• **Task brief**:
Each line with the string "Лазо" is to be copied from the records below.

=-=-=-=-=

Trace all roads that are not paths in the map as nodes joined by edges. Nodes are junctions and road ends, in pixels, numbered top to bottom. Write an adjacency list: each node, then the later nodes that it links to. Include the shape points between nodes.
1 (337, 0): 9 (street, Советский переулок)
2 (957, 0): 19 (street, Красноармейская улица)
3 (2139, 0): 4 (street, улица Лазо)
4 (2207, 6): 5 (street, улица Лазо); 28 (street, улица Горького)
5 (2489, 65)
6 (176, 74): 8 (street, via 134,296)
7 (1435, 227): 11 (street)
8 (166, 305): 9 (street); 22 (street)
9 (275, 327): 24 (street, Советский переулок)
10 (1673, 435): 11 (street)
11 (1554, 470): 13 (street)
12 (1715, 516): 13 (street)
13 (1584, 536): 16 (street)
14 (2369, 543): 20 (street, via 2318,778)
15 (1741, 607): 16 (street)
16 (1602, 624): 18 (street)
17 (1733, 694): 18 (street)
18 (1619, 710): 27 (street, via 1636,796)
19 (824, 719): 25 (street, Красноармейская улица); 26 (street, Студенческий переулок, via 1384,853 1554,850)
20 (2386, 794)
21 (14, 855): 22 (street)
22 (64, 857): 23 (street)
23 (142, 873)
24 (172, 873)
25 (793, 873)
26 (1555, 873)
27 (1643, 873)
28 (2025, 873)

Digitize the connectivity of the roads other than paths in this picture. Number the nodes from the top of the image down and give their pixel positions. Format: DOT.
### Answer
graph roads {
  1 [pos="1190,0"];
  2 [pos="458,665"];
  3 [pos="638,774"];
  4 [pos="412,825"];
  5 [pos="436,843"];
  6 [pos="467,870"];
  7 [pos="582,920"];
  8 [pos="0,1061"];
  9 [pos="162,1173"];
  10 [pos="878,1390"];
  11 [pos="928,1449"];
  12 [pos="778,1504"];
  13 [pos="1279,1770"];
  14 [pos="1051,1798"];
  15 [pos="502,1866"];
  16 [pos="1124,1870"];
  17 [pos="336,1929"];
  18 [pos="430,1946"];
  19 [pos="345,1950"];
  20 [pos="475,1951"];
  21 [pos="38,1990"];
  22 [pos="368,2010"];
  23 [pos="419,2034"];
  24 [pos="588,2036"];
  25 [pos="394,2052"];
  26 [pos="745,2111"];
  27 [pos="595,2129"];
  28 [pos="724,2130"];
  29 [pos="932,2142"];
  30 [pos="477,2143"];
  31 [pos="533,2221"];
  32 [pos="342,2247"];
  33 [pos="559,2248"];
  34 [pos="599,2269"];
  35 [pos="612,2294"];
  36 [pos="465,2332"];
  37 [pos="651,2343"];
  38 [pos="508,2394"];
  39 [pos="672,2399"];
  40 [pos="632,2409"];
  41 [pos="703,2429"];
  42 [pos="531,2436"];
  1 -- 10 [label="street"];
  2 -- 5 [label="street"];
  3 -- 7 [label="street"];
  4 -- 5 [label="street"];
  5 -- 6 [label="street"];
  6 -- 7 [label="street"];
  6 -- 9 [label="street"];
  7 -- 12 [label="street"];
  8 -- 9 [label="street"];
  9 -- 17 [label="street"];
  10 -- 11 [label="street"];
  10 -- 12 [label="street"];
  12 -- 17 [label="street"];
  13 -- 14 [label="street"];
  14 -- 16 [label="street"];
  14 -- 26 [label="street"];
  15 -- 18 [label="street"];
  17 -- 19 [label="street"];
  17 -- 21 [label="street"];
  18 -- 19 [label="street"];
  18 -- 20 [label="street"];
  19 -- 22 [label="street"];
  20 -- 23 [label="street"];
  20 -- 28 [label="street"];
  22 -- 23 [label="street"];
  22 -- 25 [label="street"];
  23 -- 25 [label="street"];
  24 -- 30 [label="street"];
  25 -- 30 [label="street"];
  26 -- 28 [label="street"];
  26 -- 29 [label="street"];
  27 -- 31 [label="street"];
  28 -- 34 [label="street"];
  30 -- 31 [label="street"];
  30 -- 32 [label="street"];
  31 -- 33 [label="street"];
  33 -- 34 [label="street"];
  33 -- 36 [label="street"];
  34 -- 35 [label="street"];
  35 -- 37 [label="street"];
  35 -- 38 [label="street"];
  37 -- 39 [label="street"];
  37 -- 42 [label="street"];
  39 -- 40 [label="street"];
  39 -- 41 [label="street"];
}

=-=-=-=-=

• **Answer to the problem**:
3 (2139, 0): 4 (street, улица Лазо)
4 (2207, 6): 5 (street, улица Лазо); 28 (street, улица Горького)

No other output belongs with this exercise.